Nicht nur externe Fakten und Zahlen, die von den Unternehmen selbst nicht beeinflusst werden können, sind nach seiner Erfahrung mitverantwortlich dafür, dass Betriebe scheitern, vor allem im familiär geprägten Mittelstand oder bei den kleinen Unternehmen. Oft sei die verbreitete Koppelung von hoher Verschuldung und niedrigem Eigenkapital Ausschlag gebend für das Aus. Krisen seien damit nicht abzufedern.

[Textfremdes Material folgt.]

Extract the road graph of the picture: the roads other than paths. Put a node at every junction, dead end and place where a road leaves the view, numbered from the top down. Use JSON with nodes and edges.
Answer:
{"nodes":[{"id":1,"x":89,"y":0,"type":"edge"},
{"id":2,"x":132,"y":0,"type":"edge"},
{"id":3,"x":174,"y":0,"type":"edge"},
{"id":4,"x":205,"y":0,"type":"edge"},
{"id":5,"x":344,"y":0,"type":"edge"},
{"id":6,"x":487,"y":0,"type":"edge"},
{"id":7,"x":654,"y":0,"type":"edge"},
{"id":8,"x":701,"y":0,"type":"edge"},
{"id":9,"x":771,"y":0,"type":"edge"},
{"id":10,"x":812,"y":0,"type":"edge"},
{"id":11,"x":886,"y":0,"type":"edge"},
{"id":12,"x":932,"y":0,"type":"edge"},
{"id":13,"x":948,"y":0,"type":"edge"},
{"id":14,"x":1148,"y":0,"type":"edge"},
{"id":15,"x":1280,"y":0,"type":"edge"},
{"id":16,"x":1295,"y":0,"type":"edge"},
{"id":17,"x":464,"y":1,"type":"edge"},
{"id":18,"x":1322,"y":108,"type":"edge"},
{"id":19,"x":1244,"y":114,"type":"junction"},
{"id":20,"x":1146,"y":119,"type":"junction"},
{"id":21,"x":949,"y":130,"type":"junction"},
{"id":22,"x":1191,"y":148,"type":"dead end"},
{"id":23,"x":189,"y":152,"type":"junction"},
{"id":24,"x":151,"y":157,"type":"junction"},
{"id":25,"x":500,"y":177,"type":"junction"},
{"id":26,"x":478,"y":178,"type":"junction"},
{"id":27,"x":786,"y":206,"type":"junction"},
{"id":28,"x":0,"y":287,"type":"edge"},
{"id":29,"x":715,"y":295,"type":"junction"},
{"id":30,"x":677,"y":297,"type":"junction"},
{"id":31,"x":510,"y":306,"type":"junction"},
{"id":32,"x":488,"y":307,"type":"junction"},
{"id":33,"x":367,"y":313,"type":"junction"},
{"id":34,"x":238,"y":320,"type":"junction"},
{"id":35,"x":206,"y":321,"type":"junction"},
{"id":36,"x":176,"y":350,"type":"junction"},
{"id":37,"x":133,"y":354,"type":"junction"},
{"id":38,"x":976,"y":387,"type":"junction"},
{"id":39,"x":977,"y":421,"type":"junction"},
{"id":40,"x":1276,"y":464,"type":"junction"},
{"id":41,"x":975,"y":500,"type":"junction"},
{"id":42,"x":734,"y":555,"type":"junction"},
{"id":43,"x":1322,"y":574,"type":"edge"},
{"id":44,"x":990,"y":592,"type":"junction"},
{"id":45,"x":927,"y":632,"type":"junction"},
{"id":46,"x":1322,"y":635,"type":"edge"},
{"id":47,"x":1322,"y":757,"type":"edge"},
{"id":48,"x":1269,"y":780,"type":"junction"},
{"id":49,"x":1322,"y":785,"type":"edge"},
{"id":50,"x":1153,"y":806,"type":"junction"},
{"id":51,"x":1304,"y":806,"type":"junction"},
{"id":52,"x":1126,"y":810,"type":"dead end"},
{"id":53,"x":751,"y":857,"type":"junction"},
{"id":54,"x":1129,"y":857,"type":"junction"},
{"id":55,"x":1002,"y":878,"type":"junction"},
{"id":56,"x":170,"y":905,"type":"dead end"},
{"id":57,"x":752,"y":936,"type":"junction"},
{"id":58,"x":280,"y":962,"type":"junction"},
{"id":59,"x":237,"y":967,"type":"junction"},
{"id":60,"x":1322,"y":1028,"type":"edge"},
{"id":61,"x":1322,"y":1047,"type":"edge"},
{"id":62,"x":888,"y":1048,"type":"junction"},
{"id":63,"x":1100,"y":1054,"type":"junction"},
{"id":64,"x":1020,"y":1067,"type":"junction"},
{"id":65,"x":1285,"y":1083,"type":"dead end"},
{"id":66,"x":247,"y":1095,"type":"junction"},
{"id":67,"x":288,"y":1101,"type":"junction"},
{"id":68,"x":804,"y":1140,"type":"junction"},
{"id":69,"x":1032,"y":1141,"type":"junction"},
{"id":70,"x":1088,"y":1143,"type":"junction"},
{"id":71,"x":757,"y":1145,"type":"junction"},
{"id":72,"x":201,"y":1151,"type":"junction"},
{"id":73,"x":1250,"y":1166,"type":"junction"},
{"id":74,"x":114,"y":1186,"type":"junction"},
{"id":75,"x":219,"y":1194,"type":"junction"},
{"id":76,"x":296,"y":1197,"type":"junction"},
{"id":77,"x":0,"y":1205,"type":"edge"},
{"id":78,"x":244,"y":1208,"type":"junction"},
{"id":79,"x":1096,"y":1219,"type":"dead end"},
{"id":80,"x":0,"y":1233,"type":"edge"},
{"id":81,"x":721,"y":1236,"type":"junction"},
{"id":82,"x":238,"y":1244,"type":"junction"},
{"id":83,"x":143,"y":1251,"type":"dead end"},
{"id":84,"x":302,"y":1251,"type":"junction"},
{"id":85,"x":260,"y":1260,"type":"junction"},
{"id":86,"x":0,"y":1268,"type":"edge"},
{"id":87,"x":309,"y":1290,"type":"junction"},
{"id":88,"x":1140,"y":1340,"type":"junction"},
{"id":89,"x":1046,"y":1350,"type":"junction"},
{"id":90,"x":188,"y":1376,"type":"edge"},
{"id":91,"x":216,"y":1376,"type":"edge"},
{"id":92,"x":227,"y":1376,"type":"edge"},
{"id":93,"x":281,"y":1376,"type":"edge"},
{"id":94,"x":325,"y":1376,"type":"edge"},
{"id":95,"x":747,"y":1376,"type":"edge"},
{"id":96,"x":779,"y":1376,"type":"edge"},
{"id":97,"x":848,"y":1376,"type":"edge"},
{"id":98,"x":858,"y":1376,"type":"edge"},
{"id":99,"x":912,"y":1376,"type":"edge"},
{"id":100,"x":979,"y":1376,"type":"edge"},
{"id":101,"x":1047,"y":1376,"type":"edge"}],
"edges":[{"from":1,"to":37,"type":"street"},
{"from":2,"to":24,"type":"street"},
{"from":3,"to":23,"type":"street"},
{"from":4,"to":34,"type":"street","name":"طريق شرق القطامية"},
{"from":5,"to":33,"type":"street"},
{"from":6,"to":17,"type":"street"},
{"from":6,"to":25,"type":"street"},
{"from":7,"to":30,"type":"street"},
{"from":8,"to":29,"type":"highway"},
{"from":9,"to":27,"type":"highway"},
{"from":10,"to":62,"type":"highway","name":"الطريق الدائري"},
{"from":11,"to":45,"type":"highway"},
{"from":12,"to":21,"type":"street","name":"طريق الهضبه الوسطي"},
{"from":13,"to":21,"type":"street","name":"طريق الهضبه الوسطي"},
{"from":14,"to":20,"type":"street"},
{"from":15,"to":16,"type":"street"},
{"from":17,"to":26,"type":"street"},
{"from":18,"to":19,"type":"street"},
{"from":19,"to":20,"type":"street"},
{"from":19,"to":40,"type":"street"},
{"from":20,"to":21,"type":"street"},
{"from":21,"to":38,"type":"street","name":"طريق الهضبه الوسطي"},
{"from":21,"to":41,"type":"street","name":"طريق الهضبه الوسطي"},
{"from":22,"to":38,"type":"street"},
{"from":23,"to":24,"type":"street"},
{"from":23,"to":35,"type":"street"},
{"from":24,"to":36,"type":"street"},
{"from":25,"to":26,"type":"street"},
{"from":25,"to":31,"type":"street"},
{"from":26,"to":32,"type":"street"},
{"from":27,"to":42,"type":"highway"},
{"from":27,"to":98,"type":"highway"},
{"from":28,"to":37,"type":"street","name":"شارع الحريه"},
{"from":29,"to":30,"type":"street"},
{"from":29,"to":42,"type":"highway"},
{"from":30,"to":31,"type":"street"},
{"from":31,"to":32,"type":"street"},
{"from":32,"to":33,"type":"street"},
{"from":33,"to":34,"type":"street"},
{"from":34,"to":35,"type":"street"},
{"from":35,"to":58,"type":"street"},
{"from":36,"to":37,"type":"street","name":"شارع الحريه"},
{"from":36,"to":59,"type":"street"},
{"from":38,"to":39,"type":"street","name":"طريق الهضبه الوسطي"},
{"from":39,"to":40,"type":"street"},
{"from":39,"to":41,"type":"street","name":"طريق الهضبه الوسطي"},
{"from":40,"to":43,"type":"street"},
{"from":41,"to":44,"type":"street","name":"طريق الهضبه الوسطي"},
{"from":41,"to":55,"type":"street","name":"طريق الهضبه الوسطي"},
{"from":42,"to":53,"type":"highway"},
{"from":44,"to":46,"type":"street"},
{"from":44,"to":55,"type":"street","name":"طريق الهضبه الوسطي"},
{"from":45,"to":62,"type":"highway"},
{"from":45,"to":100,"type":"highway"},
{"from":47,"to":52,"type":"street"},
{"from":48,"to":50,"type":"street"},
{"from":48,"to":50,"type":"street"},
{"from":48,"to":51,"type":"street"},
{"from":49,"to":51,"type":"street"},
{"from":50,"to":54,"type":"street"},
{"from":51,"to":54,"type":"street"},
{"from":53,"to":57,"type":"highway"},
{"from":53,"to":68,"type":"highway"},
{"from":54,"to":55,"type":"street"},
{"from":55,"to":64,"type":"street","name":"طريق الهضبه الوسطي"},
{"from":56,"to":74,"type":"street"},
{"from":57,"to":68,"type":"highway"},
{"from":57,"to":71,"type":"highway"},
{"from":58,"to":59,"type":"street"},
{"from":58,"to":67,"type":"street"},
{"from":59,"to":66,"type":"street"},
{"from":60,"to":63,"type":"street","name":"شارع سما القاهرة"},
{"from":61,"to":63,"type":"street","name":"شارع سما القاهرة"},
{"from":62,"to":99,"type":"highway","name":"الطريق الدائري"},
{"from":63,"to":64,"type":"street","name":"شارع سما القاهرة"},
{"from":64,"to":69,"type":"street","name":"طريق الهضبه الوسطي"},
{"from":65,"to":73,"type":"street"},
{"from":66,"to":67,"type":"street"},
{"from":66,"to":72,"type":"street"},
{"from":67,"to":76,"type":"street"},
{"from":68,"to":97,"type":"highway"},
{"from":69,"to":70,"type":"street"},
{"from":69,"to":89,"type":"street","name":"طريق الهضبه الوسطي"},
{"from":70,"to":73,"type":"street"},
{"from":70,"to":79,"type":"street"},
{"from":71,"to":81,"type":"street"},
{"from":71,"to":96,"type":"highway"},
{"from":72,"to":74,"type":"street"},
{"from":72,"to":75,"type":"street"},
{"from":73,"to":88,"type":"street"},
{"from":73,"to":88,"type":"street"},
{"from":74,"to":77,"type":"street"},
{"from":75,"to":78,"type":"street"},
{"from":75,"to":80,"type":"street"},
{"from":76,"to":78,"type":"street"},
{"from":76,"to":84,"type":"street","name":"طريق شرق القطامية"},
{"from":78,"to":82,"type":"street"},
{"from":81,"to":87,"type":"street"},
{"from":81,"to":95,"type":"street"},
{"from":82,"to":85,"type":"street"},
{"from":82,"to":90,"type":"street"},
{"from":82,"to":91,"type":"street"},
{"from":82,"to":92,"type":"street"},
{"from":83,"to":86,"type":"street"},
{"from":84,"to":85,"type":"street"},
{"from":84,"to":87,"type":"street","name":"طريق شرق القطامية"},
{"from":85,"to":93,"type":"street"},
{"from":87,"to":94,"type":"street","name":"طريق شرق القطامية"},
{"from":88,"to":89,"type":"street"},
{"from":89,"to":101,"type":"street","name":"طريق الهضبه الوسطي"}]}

Eine regelrechte Spirale abwärts kennzeichne viele ins Trudeln geratene Firmen: "Bis zum letzten Atemzug wird nach außen hin ein positiverer Eindruck verbreitet als es der tatsächlichen Lage entspricht." Stattdessen werden "gigantische Grundpfandrechte" eingetragen, die nicht dem real erzielbaren Erlös entsprechen. Die Folge sind höhere Kreditbelastungen bei schlechteren Konditionen; das finanzielle Desaster kommt umso schneller.Empfehlung an Betriebe: Transparenz

Sowohl das Insolvenzgericht als auch Kreditinstitute wie die Kreissparkasse (KSK) Bitburg-Prüm empfehlen den Betrieben Transparenz. "Das neue Insolvenzrecht bietet Chancen zur Sanierung und Sicherheit", bestätigt Norbert Laufs, Vorstandsmitglied für Kreditgeschäfte der KSK, die Auffassung von Jürgen Heinz, wonach Unternehmen umdenken müssen. Es sei keine Frage der Ehre, umschreibt Heinz das bedingungslose Insolvenzvermeidungsstreben der Mittelständler, sondern oft eine nüchterne Frage der Rechtzeitigkeit, ob eine endgültige Pleite letztlich abgewendet werden kann oder nicht. Auch die KSK gibt an, dass sie kritischen Kunden Fristen setzt. Als Gläubigerin ist sie - wie alle Kreditgeber - berechtigt, das Insolvenzverfahren einzuleiten, "aber davon haben wir in den letzten zehn Jahren keinen Gebrauch gemacht", so Laufs. Die gesetzlich verankerte Insolvenzantragspflicht für GmbH und AG setzt spätestens drei Wochen nach Zahlungsunfähigkeit ein, alles danach ist strafbare Insolvenzverschleppung. Doch vielfach sei längst vorher klar, wohin die Reise geht, und schon bei drohender Zahlungsunfähigkeit, gekoppelt mit Überschuldung, sei der Gang zum Insolvenzgericht das einzige Mittel, den Betrieb am Ende doch noch zu retten. "Je schneller ein Unternehmer in der Krise so reagiert, desto mehr sind Gläubiger bereit, das zu honorieren und mit dem Schuldner zu kooperieren." Der Mut, rechtzeitig die eigene Schieflage anzuerkennen, auf Offenheit zu setzen und sich die Hilfe eines Insolvenzverwalters zu holen, könne dazu beitragen, selbst als Unternehmerpersönlichkeit im eigenen Betrieb zu überleben. "In der Regel jedoch kommen sie zu spät, das ist leider die verbreitete Mentalität", bedauert Heinz.